Seeing his emotional pain, I did the right thing – I worked on other parts of the set as long as I could and snickered deep within myself. It was a growing experience for him; I was just helping him to grow a bit more - like any good Christian would do. Truly!
Finally, unable to procrastinate longer and fearing the music man might expire, I started adding a slightly lighter green to the “pickle,” layering successively lighter shades until it was a leafy monarch of the wood, crowned with shimmering snow. The music man returned and again stood mouth agape. I think he was trying to figure out what had become of the monstrosity he had seen when left the church the night before. The poor man was only a musician and not blessed with the artist’s eye. He saw things as they were and not as they would be.
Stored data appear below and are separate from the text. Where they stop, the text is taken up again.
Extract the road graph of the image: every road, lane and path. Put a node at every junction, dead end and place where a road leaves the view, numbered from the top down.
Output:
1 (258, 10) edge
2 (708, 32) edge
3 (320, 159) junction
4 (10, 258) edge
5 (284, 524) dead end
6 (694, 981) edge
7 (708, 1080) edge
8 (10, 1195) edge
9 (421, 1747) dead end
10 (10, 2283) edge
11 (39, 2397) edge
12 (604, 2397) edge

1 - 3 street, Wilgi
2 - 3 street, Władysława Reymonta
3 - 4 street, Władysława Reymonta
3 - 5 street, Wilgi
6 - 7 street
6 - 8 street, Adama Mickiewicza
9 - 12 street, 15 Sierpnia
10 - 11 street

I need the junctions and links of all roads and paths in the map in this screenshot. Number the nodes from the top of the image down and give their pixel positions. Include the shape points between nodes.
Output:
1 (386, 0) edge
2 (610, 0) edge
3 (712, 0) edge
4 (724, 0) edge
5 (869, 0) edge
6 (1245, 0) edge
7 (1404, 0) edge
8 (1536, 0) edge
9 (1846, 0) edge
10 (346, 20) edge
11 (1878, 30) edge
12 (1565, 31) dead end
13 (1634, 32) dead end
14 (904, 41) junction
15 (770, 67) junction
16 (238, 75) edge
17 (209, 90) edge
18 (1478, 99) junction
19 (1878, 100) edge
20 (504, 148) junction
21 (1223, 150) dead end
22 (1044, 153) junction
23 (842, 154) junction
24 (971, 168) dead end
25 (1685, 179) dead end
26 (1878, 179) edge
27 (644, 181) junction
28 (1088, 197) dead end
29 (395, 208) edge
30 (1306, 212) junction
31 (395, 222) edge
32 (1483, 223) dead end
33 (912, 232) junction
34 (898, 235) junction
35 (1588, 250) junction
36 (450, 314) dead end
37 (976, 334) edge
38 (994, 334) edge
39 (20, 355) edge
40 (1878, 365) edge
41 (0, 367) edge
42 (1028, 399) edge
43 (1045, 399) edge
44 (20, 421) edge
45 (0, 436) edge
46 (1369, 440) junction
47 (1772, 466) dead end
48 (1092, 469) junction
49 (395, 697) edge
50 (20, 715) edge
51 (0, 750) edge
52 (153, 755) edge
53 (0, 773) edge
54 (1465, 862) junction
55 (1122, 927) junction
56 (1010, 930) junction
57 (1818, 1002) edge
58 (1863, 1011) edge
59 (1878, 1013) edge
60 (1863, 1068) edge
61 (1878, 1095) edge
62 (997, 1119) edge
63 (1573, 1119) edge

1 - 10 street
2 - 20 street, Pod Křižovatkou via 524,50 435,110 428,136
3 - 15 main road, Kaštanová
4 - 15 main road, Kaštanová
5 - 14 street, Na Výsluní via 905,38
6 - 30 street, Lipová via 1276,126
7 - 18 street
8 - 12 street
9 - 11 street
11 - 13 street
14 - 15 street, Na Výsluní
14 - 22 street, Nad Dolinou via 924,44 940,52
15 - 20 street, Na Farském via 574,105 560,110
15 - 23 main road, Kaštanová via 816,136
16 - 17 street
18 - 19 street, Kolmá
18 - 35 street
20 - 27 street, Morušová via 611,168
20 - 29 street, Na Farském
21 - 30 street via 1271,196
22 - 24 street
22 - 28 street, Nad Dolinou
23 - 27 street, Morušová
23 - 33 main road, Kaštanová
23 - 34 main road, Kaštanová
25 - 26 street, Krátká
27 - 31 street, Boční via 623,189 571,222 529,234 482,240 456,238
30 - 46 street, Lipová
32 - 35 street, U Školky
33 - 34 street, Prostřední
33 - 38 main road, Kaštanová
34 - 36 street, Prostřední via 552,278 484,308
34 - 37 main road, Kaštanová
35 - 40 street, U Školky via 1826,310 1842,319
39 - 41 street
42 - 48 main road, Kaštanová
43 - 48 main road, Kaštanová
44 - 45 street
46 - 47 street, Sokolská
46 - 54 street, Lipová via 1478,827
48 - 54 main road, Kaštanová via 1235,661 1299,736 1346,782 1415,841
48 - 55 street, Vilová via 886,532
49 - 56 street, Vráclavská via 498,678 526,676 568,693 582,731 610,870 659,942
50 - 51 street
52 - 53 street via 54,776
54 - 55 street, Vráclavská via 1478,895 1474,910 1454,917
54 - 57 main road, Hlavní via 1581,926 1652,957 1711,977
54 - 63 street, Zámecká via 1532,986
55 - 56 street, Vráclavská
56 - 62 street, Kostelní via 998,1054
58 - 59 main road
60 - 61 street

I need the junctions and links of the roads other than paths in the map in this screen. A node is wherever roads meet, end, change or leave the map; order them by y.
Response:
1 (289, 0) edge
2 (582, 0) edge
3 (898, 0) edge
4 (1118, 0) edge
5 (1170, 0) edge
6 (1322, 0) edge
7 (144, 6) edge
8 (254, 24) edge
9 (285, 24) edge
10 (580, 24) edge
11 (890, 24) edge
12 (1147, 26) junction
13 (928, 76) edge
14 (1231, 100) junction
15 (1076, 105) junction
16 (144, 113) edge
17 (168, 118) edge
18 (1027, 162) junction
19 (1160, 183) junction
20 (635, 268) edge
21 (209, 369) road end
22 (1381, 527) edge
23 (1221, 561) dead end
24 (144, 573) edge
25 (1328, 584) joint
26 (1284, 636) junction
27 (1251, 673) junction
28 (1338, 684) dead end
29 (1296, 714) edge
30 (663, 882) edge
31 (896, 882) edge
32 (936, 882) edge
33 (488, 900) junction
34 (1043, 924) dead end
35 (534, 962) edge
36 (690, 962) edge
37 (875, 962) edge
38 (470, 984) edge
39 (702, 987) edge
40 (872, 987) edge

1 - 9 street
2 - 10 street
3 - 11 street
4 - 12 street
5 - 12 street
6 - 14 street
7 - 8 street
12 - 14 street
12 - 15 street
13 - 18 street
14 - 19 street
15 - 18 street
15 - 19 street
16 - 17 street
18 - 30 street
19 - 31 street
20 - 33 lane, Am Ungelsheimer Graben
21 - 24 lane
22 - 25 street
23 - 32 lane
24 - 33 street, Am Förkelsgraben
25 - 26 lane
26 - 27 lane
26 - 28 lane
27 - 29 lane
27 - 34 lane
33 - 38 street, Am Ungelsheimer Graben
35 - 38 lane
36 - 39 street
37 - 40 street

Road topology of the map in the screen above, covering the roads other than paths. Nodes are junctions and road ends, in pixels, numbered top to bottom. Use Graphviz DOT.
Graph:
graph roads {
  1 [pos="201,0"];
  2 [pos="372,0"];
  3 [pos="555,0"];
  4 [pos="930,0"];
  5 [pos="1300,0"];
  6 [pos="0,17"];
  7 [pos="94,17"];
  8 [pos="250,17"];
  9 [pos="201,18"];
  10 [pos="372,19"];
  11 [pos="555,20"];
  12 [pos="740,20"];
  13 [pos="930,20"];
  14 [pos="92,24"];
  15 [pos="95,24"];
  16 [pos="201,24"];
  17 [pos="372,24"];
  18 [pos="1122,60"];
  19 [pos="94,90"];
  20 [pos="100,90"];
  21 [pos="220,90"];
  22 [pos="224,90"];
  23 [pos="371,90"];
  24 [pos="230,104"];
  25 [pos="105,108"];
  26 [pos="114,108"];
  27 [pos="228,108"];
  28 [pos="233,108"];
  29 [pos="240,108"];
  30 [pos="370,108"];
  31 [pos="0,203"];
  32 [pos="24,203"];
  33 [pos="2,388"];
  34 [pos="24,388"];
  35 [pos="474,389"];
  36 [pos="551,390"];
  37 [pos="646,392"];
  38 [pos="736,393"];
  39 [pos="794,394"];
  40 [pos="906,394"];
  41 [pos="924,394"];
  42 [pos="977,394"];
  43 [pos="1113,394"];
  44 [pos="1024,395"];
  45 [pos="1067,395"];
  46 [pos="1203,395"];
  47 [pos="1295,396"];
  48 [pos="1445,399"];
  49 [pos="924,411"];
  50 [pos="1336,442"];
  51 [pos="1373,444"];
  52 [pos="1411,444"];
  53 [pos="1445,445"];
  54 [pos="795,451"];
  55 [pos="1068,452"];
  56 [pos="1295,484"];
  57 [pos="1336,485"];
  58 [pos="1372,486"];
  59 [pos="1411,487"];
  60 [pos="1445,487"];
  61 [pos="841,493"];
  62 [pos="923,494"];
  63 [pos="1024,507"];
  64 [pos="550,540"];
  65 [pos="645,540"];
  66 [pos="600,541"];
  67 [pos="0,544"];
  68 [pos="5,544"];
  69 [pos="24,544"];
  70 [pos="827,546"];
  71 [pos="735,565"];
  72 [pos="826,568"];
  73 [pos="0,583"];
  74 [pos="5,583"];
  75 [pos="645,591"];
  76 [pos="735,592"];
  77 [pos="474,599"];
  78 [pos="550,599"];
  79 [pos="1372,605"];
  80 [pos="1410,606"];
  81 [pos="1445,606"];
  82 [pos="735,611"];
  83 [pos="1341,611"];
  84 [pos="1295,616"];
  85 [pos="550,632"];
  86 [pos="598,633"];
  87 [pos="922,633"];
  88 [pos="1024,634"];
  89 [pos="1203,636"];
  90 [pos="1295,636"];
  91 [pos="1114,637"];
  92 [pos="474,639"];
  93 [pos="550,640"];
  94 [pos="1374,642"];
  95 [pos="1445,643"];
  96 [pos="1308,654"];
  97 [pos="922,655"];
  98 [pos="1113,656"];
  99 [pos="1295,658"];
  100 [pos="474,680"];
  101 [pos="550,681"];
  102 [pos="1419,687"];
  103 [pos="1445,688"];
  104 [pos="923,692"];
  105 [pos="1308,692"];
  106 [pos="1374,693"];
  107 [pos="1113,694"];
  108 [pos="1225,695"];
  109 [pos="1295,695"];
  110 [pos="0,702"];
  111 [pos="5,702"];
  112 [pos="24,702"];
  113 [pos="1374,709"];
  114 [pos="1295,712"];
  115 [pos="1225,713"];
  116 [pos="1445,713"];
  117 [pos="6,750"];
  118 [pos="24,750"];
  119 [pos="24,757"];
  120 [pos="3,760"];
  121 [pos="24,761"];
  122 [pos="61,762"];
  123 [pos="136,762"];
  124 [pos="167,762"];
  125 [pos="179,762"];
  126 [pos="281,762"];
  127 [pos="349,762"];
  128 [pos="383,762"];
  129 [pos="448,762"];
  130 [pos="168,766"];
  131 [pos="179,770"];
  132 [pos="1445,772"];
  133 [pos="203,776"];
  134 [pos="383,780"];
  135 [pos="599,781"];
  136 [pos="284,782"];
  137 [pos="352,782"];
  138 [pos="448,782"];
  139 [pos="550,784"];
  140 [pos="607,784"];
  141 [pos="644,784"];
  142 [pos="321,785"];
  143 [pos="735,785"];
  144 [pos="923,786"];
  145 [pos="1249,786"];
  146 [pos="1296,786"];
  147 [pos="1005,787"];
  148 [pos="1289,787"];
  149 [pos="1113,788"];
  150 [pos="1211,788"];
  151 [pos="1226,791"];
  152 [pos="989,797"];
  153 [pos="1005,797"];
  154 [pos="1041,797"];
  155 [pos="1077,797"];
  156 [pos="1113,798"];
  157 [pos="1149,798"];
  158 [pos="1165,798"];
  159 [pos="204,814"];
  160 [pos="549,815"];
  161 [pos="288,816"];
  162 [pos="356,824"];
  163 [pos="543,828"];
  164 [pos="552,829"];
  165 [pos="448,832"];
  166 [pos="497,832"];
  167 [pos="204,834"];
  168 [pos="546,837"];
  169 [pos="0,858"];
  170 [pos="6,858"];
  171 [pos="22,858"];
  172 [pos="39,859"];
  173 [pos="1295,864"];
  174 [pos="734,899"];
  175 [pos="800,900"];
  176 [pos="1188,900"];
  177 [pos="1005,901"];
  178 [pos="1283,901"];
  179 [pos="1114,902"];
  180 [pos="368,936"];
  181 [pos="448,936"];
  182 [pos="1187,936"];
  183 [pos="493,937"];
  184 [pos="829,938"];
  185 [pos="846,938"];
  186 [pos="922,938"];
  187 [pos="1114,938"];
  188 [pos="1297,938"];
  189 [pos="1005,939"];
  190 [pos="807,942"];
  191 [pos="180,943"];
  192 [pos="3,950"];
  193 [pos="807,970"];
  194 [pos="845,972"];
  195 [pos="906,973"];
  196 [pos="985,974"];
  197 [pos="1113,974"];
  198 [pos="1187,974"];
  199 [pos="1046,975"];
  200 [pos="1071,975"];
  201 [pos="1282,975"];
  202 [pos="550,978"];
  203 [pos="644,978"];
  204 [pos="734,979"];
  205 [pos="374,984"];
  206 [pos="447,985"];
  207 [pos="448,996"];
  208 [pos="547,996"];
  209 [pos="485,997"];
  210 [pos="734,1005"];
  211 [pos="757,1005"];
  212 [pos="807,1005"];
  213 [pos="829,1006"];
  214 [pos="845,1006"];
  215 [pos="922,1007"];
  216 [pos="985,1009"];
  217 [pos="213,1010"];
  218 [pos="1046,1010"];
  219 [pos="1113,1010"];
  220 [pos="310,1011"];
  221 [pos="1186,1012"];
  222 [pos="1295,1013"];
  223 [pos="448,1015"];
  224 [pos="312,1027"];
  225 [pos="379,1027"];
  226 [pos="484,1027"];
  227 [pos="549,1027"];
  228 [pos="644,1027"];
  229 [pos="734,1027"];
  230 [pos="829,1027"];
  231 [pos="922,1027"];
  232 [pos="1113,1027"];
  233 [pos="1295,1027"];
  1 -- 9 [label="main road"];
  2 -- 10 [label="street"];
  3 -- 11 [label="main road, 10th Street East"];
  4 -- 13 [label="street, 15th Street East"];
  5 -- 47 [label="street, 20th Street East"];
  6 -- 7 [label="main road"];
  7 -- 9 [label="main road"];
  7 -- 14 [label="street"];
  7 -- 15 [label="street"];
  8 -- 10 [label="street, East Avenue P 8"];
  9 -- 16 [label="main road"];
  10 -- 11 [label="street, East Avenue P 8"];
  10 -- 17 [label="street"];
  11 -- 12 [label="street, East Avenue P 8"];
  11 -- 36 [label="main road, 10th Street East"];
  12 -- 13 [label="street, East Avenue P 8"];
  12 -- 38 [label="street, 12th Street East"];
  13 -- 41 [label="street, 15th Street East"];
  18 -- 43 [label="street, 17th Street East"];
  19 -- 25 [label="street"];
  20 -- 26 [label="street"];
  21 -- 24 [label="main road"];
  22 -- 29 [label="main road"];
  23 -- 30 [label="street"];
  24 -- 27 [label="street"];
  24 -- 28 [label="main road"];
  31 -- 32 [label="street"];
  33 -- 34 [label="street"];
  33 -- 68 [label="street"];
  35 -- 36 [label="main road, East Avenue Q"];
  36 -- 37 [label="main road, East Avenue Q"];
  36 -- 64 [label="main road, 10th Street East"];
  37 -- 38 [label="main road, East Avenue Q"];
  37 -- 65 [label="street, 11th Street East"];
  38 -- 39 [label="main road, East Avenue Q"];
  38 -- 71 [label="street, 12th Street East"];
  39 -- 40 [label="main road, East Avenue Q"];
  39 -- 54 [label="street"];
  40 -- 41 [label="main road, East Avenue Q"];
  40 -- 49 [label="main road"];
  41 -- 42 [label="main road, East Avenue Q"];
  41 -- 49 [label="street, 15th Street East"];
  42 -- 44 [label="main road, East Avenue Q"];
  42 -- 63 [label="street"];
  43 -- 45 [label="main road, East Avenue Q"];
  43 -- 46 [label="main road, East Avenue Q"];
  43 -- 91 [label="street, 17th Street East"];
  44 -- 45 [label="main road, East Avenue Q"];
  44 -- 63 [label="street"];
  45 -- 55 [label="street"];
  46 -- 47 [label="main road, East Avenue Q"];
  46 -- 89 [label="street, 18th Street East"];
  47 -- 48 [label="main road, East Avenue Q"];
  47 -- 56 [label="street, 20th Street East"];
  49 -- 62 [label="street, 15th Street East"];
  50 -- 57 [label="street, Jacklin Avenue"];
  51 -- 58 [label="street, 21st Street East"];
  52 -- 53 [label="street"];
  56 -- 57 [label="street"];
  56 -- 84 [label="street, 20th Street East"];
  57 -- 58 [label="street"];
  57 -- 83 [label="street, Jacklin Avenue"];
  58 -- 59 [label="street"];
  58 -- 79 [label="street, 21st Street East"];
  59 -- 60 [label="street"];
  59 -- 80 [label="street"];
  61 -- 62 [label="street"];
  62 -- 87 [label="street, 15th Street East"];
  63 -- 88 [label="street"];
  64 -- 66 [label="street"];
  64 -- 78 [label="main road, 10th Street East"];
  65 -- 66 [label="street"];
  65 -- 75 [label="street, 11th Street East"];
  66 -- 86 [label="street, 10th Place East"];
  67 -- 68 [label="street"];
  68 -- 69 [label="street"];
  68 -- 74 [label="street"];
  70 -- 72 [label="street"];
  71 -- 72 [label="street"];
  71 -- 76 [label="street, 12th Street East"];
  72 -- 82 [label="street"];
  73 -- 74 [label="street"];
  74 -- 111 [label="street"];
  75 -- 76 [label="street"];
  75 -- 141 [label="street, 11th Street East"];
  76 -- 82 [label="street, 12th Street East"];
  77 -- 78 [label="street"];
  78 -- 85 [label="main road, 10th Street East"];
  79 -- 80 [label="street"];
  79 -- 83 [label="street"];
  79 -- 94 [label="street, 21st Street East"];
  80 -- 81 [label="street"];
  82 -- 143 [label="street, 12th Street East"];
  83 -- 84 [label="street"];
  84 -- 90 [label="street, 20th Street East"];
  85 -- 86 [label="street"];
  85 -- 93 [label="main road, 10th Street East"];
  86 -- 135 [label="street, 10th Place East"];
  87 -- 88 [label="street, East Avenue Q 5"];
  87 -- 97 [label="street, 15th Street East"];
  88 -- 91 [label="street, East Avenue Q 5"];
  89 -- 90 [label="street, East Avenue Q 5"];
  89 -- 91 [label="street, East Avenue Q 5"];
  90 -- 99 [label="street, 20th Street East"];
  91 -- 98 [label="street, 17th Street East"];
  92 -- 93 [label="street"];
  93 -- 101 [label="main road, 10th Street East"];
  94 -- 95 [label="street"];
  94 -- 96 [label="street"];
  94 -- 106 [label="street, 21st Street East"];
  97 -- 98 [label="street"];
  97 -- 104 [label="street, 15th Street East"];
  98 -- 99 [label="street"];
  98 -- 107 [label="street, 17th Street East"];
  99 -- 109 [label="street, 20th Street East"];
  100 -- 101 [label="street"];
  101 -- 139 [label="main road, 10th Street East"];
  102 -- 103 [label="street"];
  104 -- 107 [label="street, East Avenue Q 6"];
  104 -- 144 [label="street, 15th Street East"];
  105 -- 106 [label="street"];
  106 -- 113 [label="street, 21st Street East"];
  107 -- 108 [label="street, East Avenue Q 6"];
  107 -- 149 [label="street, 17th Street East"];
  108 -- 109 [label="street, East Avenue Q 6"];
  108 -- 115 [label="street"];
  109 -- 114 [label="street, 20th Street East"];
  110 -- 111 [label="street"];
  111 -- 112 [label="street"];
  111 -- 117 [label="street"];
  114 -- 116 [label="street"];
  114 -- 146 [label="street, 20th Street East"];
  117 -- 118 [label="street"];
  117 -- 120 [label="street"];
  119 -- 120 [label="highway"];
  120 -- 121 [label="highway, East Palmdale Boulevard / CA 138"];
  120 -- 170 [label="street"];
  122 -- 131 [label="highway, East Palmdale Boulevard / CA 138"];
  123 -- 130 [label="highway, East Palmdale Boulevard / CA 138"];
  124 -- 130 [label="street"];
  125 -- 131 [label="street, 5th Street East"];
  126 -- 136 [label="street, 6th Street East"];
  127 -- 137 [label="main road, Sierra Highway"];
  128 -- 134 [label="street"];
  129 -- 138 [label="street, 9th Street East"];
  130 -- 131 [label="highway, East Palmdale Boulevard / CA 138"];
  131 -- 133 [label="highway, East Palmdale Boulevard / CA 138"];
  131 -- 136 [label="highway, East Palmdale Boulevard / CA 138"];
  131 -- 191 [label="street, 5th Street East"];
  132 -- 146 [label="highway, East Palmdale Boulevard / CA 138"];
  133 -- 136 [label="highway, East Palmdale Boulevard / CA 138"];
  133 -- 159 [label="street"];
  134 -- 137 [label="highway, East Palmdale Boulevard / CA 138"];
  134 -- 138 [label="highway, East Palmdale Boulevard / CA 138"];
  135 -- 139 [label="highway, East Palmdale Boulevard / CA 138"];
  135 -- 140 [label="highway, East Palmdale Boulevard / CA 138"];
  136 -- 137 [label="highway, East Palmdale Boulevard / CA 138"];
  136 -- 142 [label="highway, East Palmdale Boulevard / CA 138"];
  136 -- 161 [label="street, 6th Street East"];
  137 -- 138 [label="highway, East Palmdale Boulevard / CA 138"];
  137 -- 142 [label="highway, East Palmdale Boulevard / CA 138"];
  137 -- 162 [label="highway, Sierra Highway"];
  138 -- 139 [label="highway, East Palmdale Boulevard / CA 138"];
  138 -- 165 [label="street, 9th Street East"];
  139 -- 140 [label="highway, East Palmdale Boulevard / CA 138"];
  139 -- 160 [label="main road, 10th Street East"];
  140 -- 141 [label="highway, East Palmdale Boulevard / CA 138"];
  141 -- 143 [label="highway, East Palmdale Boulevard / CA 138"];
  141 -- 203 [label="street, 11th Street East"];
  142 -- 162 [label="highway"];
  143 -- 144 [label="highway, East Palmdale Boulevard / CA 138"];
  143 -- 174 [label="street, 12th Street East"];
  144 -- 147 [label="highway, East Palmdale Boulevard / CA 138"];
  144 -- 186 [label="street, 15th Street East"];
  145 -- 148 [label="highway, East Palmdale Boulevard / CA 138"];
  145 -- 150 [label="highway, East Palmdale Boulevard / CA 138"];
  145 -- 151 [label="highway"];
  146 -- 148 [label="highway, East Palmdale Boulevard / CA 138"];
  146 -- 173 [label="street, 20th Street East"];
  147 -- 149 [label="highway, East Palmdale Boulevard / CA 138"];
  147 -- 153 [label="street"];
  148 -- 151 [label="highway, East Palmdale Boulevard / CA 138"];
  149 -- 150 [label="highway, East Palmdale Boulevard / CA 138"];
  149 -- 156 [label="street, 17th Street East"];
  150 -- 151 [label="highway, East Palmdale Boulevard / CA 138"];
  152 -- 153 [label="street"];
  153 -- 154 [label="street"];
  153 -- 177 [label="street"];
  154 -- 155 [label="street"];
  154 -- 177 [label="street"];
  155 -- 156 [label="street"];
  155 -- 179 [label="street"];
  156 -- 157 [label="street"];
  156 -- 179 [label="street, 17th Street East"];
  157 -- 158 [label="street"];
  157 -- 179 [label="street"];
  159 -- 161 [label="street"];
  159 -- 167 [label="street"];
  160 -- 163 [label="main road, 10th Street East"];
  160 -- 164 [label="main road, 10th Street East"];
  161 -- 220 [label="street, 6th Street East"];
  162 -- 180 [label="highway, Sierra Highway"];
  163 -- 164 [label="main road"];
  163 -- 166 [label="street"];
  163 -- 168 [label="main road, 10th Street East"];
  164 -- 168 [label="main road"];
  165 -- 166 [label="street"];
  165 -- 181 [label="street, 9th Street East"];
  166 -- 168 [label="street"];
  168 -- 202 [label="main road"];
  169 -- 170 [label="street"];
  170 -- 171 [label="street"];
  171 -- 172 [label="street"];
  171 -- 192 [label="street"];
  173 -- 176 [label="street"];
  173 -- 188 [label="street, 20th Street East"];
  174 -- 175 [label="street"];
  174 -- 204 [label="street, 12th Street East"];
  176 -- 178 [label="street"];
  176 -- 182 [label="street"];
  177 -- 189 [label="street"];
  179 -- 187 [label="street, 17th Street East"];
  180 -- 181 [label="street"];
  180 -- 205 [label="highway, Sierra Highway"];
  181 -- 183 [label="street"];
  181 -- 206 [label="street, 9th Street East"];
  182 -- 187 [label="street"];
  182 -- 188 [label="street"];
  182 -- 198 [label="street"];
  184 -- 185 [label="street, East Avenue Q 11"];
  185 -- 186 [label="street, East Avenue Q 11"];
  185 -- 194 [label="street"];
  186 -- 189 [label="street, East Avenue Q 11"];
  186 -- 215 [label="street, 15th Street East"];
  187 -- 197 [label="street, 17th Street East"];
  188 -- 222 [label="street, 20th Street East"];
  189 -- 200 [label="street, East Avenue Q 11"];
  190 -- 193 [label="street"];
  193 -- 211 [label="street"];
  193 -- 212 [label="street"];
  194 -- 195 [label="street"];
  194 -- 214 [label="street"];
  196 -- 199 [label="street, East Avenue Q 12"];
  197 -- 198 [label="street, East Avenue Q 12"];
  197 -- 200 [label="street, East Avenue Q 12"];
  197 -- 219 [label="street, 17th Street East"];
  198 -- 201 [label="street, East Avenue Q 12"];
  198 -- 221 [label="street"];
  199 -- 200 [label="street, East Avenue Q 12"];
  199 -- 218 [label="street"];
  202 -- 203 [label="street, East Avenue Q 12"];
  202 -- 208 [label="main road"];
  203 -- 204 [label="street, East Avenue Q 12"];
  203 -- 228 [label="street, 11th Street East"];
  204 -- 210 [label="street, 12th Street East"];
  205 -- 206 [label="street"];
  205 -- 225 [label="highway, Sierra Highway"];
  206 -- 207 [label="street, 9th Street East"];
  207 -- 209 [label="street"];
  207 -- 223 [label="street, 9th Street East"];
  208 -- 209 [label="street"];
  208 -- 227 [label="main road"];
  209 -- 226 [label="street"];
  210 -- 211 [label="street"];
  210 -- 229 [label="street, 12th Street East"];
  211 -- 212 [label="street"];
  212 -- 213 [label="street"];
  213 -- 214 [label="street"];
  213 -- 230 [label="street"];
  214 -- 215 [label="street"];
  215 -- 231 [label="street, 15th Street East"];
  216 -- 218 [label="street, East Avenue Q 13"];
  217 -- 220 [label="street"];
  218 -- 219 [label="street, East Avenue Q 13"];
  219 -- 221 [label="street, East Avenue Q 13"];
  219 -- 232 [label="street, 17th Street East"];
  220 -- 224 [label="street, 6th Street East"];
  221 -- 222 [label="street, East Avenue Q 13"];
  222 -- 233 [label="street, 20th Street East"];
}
I suppose I understand - a B flat is just a B flat and will always be a B flat, but to an artist a block of wood may hold a pair of lovers entwined in its grain or a blob of paint may become a fleecy cloud billowing in a azure sky. We are trained to see not only what is, but what can be. I do this all the time in my work but often fail to do so in my life. I see what is and forget that the Master Artisan guides the brushstrokes of my life. I forget that His skill surpasses any, and that He is not finished yet. His brush still drips with paint; His weaving is still on the loom. His chisel still rests against the stone of my heart, and the world still spins as a clay ball upon His potter’s wheel. He knows the plans He has for me.* His ways are not my ways, and I cannot comprehend them.** I need to sit back and trust in what I know: that God is good, and His love endures forever.*** We just need to trust in the skill of the Craftsman. If we don't, we'll find myself in a pickle.

*Jeremiah 29:11 **Isaiah 55:8 ***Psalm 136

1 comment:

fragilewisdom said...

Great post friend! The part about the hairy pickle made me laugh. I understand what you are talking about though. Appearances can be deceiving. We can never judge accurately by what we see or know at the moment because we can't see the beginning from the end as He can.